(Data items)
┌────────
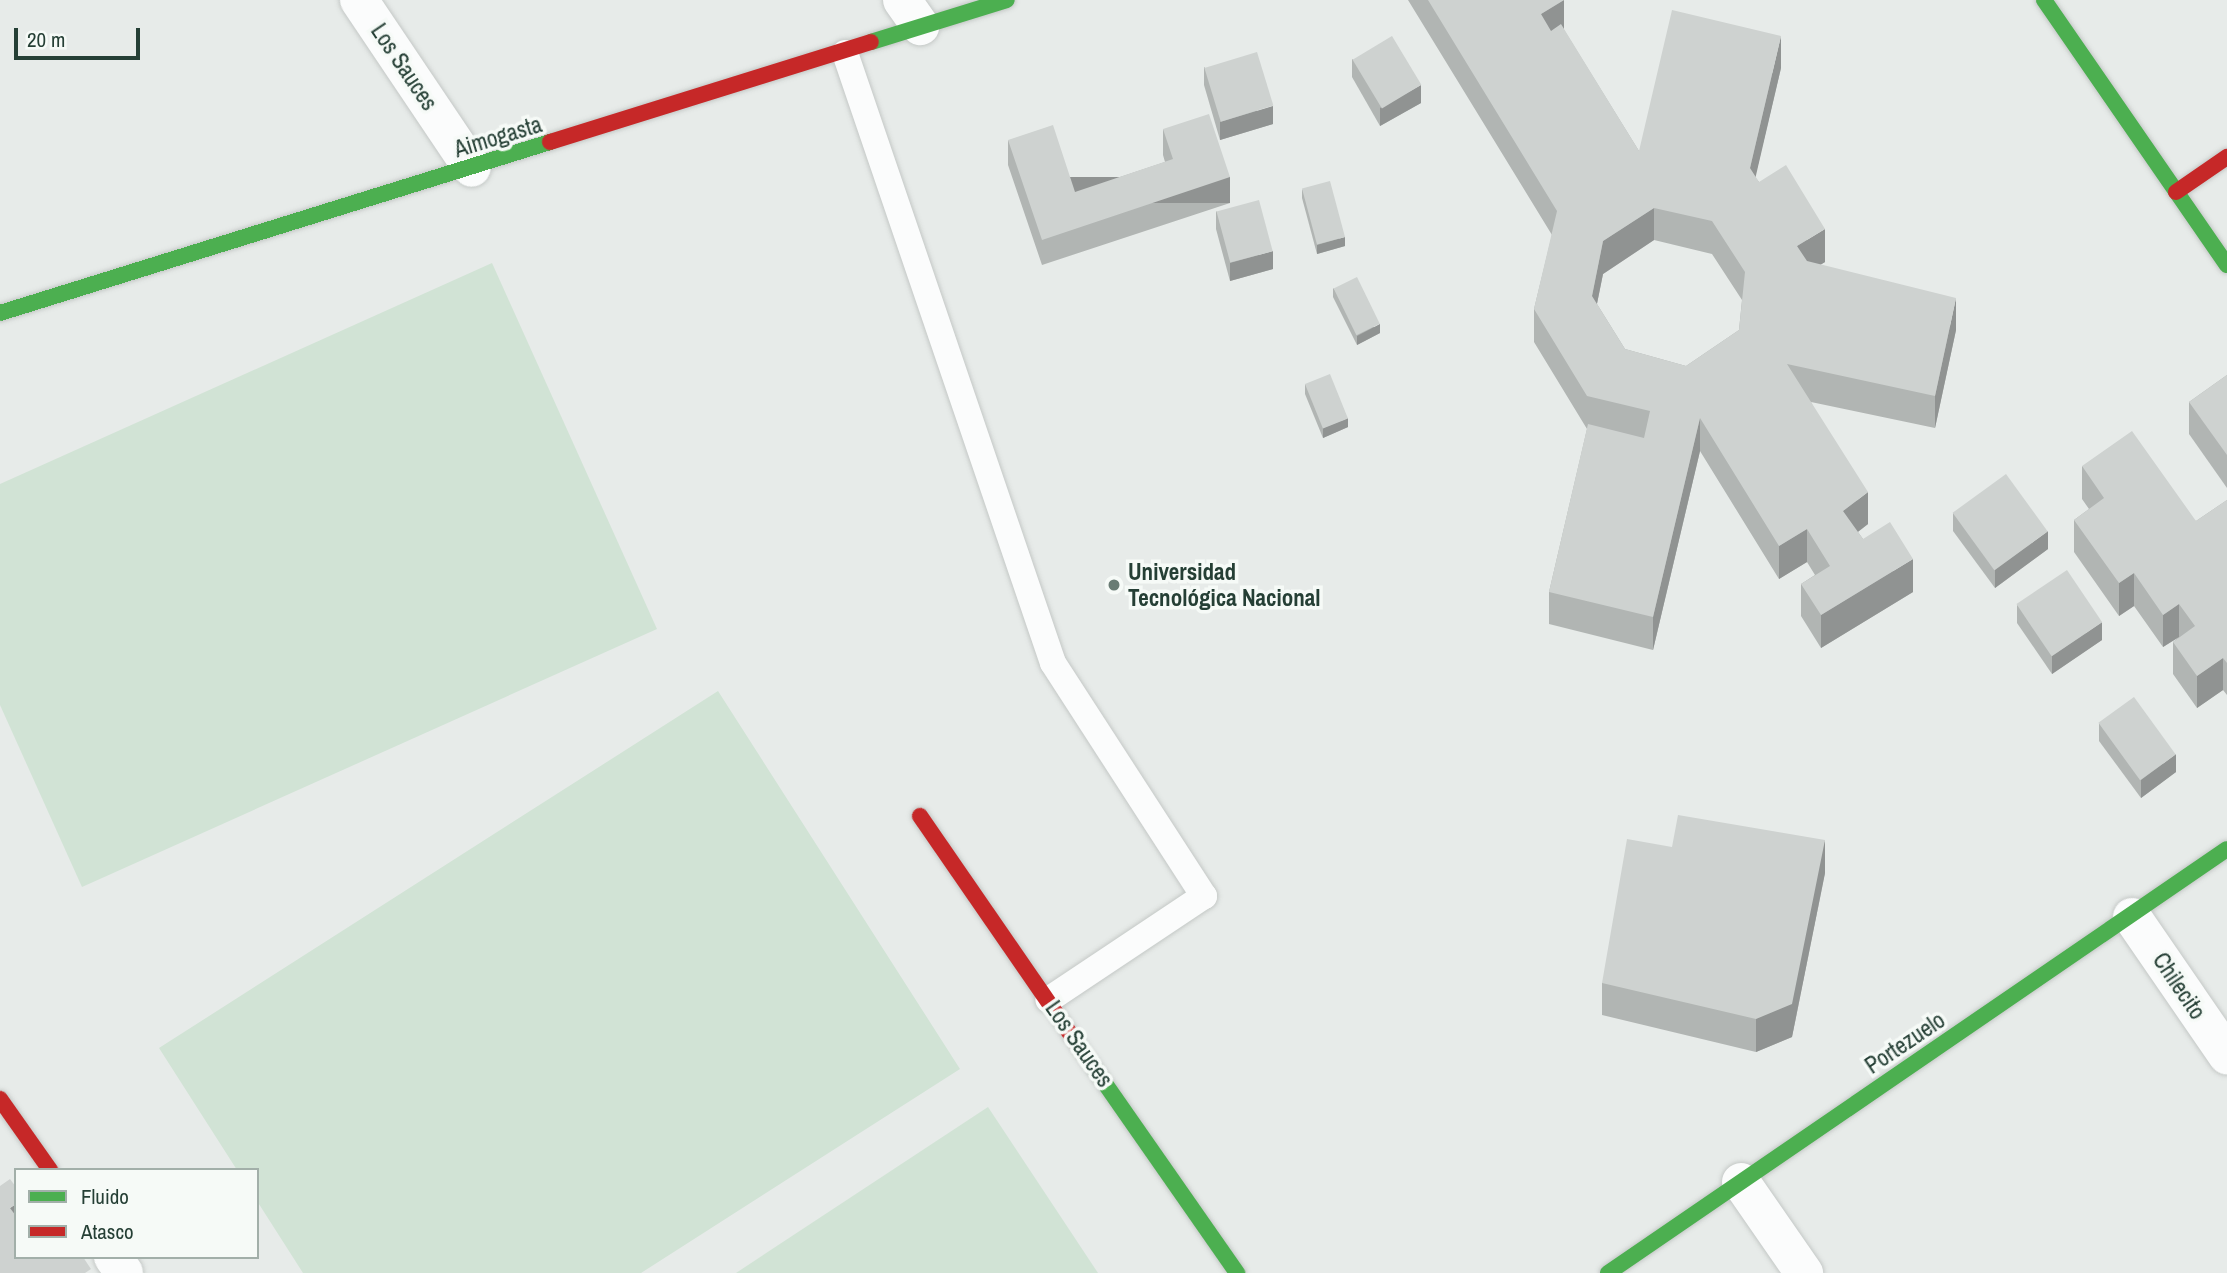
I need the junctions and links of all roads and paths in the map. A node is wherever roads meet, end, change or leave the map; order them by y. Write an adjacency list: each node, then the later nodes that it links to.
1 (359, 0): 7 (street, Los Sauces)
2 (1007, 0): 4 (street, Aimogasta)
3 (2044, 0): 8 (street)
4 (911, 13): 5 (street, Aimogasta)
5 (845, 53): 7 (street, Aimogasta); 14 (lane)
6 (2227, 157): 8 (street)
7 (472, 168): 10 (street, Aimogasta)
8 (2176, 192): 9 (street)
9 (2227, 265)
10 (0, 313)
11 (920, 816): 14 (street, Los Sauces)
12 (2227, 849): 13 (street, Portezuelo)
13 (2132, 917): 15 (street, Chilecito); 18 (street, Portezuelo)
14 (1048, 1000): 19 (street, Los Sauces)
15 (2227, 1055)
16 (0, 1099): 17 (street)
17 (49, 1168)
18 (1741, 1182): 20 (street, Portezuelo); 21 (street)
19 (1237, 1273)
20 (1608, 1273)
21 (1804, 1273)

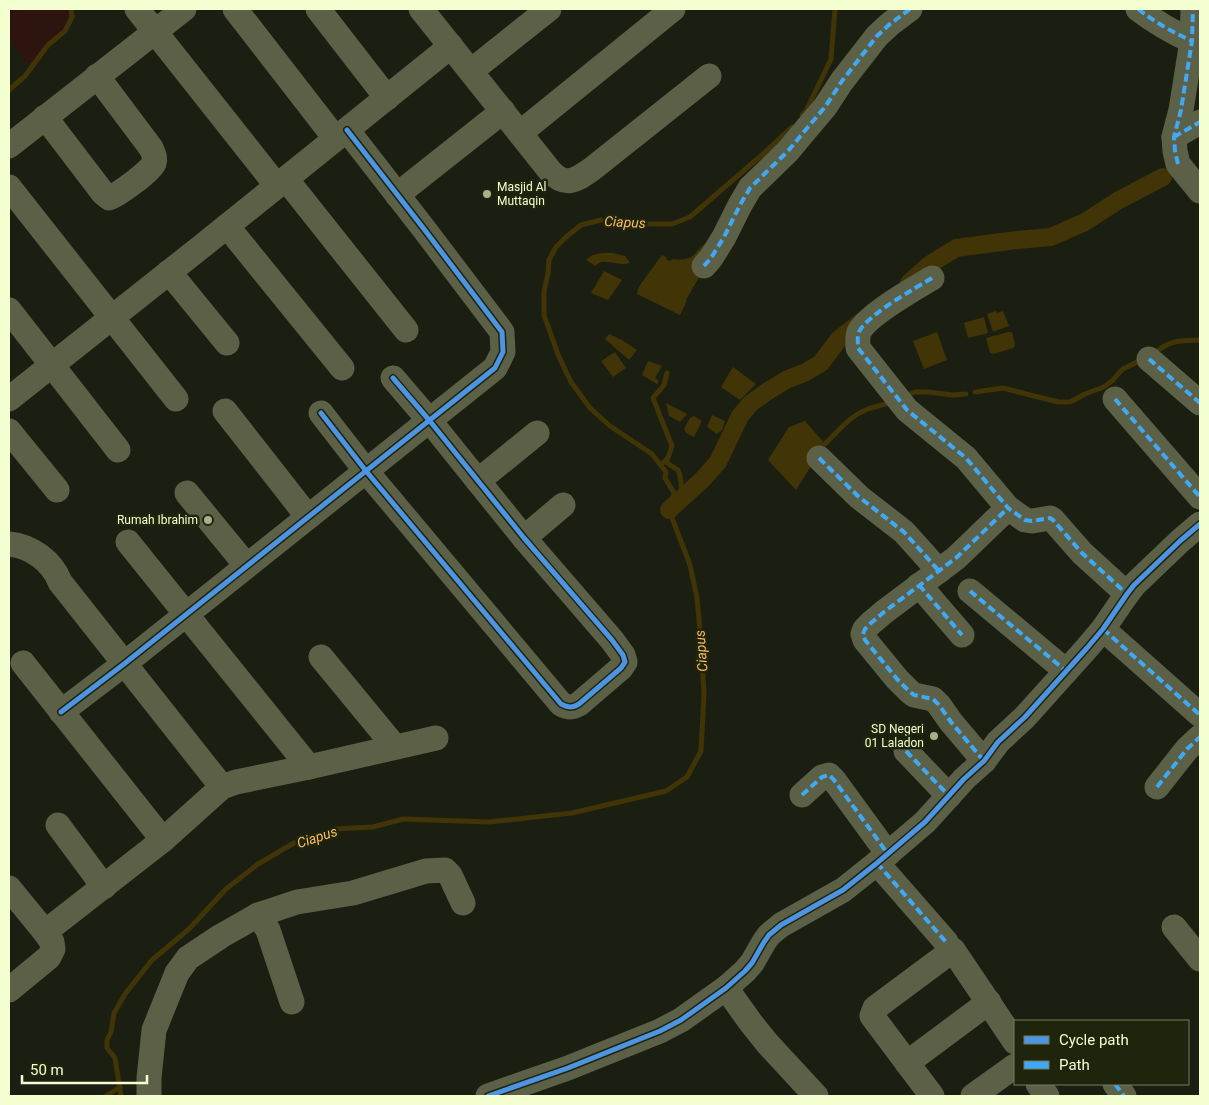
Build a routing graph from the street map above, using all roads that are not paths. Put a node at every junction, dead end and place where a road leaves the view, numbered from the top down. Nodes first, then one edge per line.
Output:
1 (137, 9) edge
2 (184, 9) edge
3 (235, 9) edge
4 (318, 9) edge
5 (549, 9) edge
6 (673, 9) edge
7 (910, 9) edge
8 (1138, 9) edge
9 (1194, 9) edge
10 (425, 10) edge
11 (154, 31) junction
12 (1192, 41) junction
13 (451, 46) junction
14 (471, 71) junction
15 (97, 76) junction
16 (709, 76) dead end
17 (387, 98) junction
18 (503, 111) junction
19 (45, 117) junction
20 (1200, 122) edge
21 (520, 133) junction
22 (341, 134) junction
23 (1174, 137) junction
24 (9, 146) edge
25 (282, 182) junction
26 (9, 187) edge
27 (1200, 191) edge
28 (397, 195) junction
29 (227, 226) junction
30 (704, 266) dead end
31 (169, 272) junction
32 (932, 278) dead end
33 (9, 310) edge
34 (112, 317) junction
35 (406, 330) dead end
36 (226, 342) dead end
37 (1149, 359) dead end
38 (52, 365) junction
39 (342, 368) dead end
40 (393, 378) dead end
41 (9, 399) edge
42 (176, 399) dead end
43 (1114, 399) dead end
44 (1200, 402) edge
45 (225, 411) dead end
46 (322, 413) dead end
47 (429, 420) junction
48 (9, 431) edge
49 (537, 433) dead end
50 (118, 450) dead end
51 (819, 458) dead end
52 (366, 471) junction
53 (478, 481) junction
54 (58, 490) dead end
55 (187, 493) dead end
56 (1200, 498) edge
57 (563, 505) dead end
58 (1008, 508) junction
59 (308, 517) junction
60 (1200, 524) edge
61 (524, 538) junction
62 (128, 542) dead end
63 (9, 544) edge
64 (246, 565) junction
65 (939, 571) junction
66 (919, 585) junction
67 (970, 591) dead end
68 (1126, 594) junction
69 (185, 614) junction
70 (1103, 630) junction
71 (962, 635) dead end
72 (321, 657) dead end
73 (23, 663) dead end
74 (124, 664) junction
75 (1066, 671) junction
76 (61, 712) junction
77 (1200, 715) edge
78 (1200, 737) edge
79 (436, 738) dead end
80 (394, 747) junction
81 (906, 751) dead end
82 (984, 761) junction
83 (310, 767) junction
84 (222, 787) junction
85 (1158, 787) dead end
86 (802, 795) dead end
87 (949, 796) junction
88 (58, 825) dead end
89 (164, 840) junction
90 (883, 859) junction
91 (104, 887) junction
92 (9, 888) edge
93 (463, 903) dead end
94 (258, 916) junction
95 (1174, 927) dead end
96 (45, 932) junction
97 (946, 942) dead end
98 (1200, 959) edge
99 (726, 988) junction
100 (9, 990) edge
101 (292, 1002) dead end
102 (989, 1002) junction
103 (1014, 1040) edge
104 (907, 1063) junction
105 (1014, 1067) edge
106 (1039, 1085) edge
107 (1116, 1085) edge
108 (149, 1096) edge
109 (488, 1096) edge
110 (816, 1096) edge
111 (932, 1096) edge
112 (973, 1096) edge
113 (1047, 1096) edge
114 (1124, 1096) edge

1 - 11 street
2 - 11 street
3 - 22 street
4 - 17 street
5 - 14 street
6 - 21 street
7 - 30 street
8 - 12 street
9 - 12 street
10 - 13 street
11 - 15 street
11 - 25 street
12 - 23 street
13 - 14 street
13 - 17 street
14 - 18 street
15 - 19 street
15 - 19 street
16 - 21 street
17 - 22 street
18 - 21 street
18 - 28 street
19 - 24 street
20 - 23 street
22 - 25 street
22 - 28 street
23 - 27 street
25 - 29 street
25 - 35 street
26 - 34 street
28 - 47 street
29 - 31 street
29 - 39 street
31 - 34 street
31 - 36 street
32 - 58 street
33 - 38 street
34 - 38 street
34 - 42 street
37 - 44 street
38 - 41 street
38 - 50 street
40 - 47 street
43 - 56 street
45 - 59 street
46 - 52 street
47 - 52 street
47 - 53 street
48 - 54 street
49 - 53 street
51 - 65 street
52 - 59 street
52 - 61 street
53 - 61 street
55 - 64 street
57 - 61 street
58 - 65 street
58 - 68 street
59 - 64 street
60 - 68 street
62 - 69 street
63 - 74 street
64 - 69 street
65 - 66 street
66 - 71 street
66 - 82 street
67 - 75 street
68 - 70 street
69 - 74 street
69 - 83 street
70 - 75 street
70 - 77 street
72 - 80 street
73 - 76 street
74 - 76 street
74 - 84 street
75 - 82 street
76 - 89 street
78 - 85 street
79 - 80 street
80 - 83 street
81 - 87 street
82 - 87 street
83 - 84 street
84 - 89 street
86 - 90 street
87 - 90 street
88 - 91 street
89 - 91 street
90 - 97 street
90 - 99 street
91 - 96 street
92 - 96 street
93 - 94 street
94 - 101 street
94 - 108 street
95 - 98 street
96 - 100 street
99 - 109 street
99 - 110 street
102 - 103 street
102 - 104 street
102 - 104 street
104 - 111 street
105 - 112 street
106 - 113 street
107 - 114 street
└────────
■ **ABOUT THIS EXERCISE**
Omitting all images, retype each line of the records precisely.

■ **WRITTEN REPLY**
I need the junctions and links of all roads and paths in the map. A node is wherever roads meet, end, change or leave the map; order them by y. Write an adjacency list: each node, then the later nodes that it links to.
1 (359, 0): 7 (street, Los Sauces)
2 (1007, 0): 4 (street, Aimogasta)
3 (2044, 0): 8 (street)
4 (911, 13): 5 (street, Aimogasta)
5 (845, 53): 7 (street, Aimogasta); 14 (lane)
6 (2227, 157): 8 (street)
7 (472, 168): 10 (street, Aimogasta)
8 (2176, 192): 9 (street)
9 (2227, 265)
10 (0, 313)
11 (920, 816): 14 (street, Los Sauces)
12 (2227, 849): 13 (street, Portezuelo)
13 (2132, 917): 15 (street, Chilecito); 18 (street, Portezuelo)
14 (1048, 1000): 19 (street, Los Sauces)
15 (2227, 1055)
16 (0, 1099): 17 (street)
17 (49, 1168)
18 (1741, 1182): 20 (street, Portezuelo); 21 (street)
19 (1237, 1273)
20 (1608, 1273)
21 (1804, 1273)

Build a routing graph from the street map above, using all roads that are not paths. Put a node at every junction, dead end and place where a road leaves the view, numbered from the top down. Nodes first, then one edge per line.
Output:
1 (137, 9) edge
2 (184, 9) edge
3 (235, 9) edge
4 (318, 9) edge
5 (549, 9) edge
6 (673, 9) edge
7 (910, 9) edge
8 (1138, 9) edge
9 (1194, 9) edge
10 (425, 10) edge
11 (154, 31) junction
12 (1192, 41) junction
13 (451, 46) junction
14 (471, 71) junction
15 (97, 76) junction
16 (709, 76) dead end
17 (387, 98) junction
18 (503, 111) junction
19 (45, 117) junction
20 (1200, 122) edge
21 (520, 133) junction
22 (341, 134) junction
23 (1174, 137) junction
24 (9, 146) edge
25 (282, 182) junction
26 (9, 187) edge
27 (1200, 191) edge
28 (397, 195) junction
29 (227, 226) junction
30 (704, 266) dead end
31 (169, 272) junction
32 (932, 278) dead end
33 (9, 310) edge
34 (112, 317) junction
35 (406, 330) dead end
36 (226, 342) dead end
37 (1149, 359) dead end
38 (52, 365) junction
39 (342, 368) dead end
40 (393, 378) dead end
41 (9, 399) edge
42 (176, 399) dead end
43 (1114, 399) dead end
44 (1200, 402) edge
45 (225, 411) dead end
46 (322, 413) dead end
47 (429, 420) junction
48 (9, 431) edge
49 (537, 433) dead end
50 (118, 450) dead end
51 (819, 458) dead end
52 (366, 471) junction
53 (478, 481) junction
54 (58, 490) dead end
55 (187, 493) dead end
56 (1200, 498) edge
57 (563, 505) dead end
58 (1008, 508) junction
59 (308, 517) junction
60 (1200, 524) edge
61 (524, 538) junction
62 (128, 542) dead end
63 (9, 544) edge
64 (246, 565) junction
65 (939, 571) junction
66 (919, 585) junction
67 (970, 591) dead end
68 (1126, 594) junction
69 (185, 614) junction
70 (1103, 630) junction
71 (962, 635) dead end
72 (321, 657) dead end
73 (23, 663) dead end
74 (124, 664) junction
75 (1066, 671) junction
76 (61, 712) junction
77 (1200, 715) edge
78 (1200, 737) edge
79 (436, 738) dead end
80 (394, 747) junction
81 (906, 751) dead end
82 (984, 761) junction
83 (310, 767) junction
84 (222, 787) junction
85 (1158, 787) dead end
86 (802, 795) dead end
87 (949, 796) junction
88 (58, 825) dead end
89 (164, 840) junction
90 (883, 859) junction
91 (104, 887) junction
92 (9, 888) edge
93 (463, 903) dead end
94 (258, 916) junction
95 (1174, 927) dead end
96 (45, 932) junction
97 (946, 942) dead end
98 (1200, 959) edge
99 (726, 988) junction
100 (9, 990) edge
101 (292, 1002) dead end
102 (989, 1002) junction
103 (1014, 1040) edge
104 (907, 1063) junction
105 (1014, 1067) edge
106 (1039, 1085) edge
107 (1116, 1085) edge
108 (149, 1096) edge
109 (488, 1096) edge
110 (816, 1096) edge
111 (932, 1096) edge
112 (973, 1096) edge
113 (1047, 1096) edge
114 (1124, 1096) edge

1 - 11 street
2 - 11 street
3 - 22 street
4 - 17 street
5 - 14 street
6 - 21 street
7 - 30 street
8 - 12 street
9 - 12 street
10 - 13 street
11 - 15 street
11 - 25 street
12 - 23 street
13 - 14 street
13 - 17 street
14 - 18 street
15 - 19 street
15 - 19 street
16 - 21 street
17 - 22 street
18 - 21 street
18 - 28 street
19 - 24 street
20 - 23 street
22 - 25 street
22 - 28 street
23 - 27 street
25 - 29 street
25 - 35 street
26 - 34 street
28 - 47 street
29 - 31 street
29 - 39 street
31 - 34 street
31 - 36 street
32 - 58 street
33 - 38 street
34 - 38 street
34 - 42 street
37 - 44 street
38 - 41 street
38 - 50 street
40 - 47 street
43 - 56 street
45 - 59 street
46 - 52 street
47 - 52 street
47 - 53 street
48 - 54 street
49 - 53 street
51 - 65 street
52 - 59 street
52 - 61 street
53 - 61 street
55 - 64 street
57 - 61 street
58 - 65 street
58 - 68 street
59 - 64 street
60 - 68 street
62 - 69 street
63 - 74 street
64 - 69 street
65 - 66 street
66 - 71 street
66 - 82 street
67 - 75 street
68 - 70 street
69 - 74 street
69 - 83 street
70 - 75 street
70 - 77 street
72 - 80 street
73 - 76 street
74 - 76 street
74 - 84 street
75 - 82 street
76 - 89 street
78 - 85 street
79 - 80 street
80 - 83 street
81 - 87 street
82 - 87 street
83 - 84 street
84 - 89 street
86 - 90 street
87 - 90 street
88 - 91 street
89 - 91 street
90 - 97 street
90 - 99 street
91 - 96 street
92 - 96 street
93 - 94 street
94 - 101 street
94 - 108 street
95 - 98 street
96 - 100 street
99 - 109 street
99 - 110 street
102 - 103 street
102 - 104 street
102 - 104 street
104 - 111 street
105 - 112 street
106 - 113 street
107 - 114 street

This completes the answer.